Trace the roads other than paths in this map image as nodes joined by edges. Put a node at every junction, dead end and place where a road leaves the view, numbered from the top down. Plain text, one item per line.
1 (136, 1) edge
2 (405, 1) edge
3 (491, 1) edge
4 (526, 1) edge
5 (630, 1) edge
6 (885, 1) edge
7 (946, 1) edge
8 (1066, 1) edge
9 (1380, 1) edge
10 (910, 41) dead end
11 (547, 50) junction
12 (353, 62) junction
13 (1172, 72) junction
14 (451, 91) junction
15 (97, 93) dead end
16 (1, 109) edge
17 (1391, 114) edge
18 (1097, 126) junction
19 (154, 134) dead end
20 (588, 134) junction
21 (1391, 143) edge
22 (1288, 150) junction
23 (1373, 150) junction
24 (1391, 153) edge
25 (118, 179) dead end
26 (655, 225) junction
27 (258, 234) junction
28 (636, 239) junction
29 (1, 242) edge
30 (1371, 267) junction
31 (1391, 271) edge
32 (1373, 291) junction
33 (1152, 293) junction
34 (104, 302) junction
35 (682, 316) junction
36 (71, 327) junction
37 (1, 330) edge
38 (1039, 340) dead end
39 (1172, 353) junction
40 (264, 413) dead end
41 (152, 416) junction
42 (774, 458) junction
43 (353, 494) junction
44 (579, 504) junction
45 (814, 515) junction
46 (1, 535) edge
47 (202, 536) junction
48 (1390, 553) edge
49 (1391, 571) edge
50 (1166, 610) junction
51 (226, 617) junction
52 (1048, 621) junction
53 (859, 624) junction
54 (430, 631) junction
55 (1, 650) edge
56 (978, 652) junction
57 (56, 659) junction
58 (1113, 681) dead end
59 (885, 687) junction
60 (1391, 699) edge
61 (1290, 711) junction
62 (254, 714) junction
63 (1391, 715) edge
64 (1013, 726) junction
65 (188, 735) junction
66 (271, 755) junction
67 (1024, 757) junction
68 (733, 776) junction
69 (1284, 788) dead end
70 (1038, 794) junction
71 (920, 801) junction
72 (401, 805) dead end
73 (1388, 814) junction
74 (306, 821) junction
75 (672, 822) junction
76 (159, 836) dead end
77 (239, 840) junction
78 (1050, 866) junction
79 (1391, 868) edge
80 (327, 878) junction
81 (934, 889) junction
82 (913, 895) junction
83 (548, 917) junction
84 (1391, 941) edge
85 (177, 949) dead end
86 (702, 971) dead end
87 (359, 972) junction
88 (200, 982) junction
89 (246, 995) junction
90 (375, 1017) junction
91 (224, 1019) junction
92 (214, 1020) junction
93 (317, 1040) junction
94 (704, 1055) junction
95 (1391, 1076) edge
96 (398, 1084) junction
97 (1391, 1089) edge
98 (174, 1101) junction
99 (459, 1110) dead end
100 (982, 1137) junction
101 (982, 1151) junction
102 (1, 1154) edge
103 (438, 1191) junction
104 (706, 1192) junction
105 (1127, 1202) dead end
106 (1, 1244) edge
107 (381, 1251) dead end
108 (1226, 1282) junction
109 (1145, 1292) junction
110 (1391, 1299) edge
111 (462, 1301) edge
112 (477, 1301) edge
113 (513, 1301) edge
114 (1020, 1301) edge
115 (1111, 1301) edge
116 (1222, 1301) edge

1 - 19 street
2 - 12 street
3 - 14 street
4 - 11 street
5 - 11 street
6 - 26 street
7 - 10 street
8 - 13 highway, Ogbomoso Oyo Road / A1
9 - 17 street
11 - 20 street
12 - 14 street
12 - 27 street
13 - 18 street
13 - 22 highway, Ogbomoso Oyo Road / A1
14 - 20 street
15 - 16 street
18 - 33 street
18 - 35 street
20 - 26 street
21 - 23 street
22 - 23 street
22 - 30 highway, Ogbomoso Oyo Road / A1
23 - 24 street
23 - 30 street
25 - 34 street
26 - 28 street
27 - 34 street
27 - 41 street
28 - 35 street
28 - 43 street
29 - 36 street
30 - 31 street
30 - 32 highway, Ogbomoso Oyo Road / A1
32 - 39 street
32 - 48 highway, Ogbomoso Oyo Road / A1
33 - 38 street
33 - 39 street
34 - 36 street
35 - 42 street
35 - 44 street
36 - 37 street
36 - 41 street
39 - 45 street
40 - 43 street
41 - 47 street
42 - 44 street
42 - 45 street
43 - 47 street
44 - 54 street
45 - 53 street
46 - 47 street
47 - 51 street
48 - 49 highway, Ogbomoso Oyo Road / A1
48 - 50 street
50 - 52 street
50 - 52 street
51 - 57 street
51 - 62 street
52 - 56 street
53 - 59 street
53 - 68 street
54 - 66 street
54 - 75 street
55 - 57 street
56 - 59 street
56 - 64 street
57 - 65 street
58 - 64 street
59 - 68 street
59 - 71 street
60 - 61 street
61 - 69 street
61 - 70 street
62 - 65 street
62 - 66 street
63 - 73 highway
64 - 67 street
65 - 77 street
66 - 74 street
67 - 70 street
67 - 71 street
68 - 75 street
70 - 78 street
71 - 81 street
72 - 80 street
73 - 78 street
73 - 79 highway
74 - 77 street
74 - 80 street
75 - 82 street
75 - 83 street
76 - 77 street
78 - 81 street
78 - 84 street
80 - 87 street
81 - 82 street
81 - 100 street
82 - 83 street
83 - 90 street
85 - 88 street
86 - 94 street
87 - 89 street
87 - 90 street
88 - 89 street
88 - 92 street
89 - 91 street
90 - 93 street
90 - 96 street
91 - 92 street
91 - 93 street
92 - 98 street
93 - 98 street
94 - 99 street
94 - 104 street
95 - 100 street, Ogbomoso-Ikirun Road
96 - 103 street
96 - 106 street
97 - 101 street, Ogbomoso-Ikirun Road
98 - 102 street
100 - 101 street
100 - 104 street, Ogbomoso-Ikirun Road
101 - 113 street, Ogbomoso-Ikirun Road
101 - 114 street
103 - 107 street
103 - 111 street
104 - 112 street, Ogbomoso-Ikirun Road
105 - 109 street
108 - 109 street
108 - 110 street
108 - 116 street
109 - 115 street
——————————
* [REQUIRED ACTION]: Please tally the lines in the data above containing the string "Ikirun", and give the number alone.

* [EXPECTED OUTPUT]: 5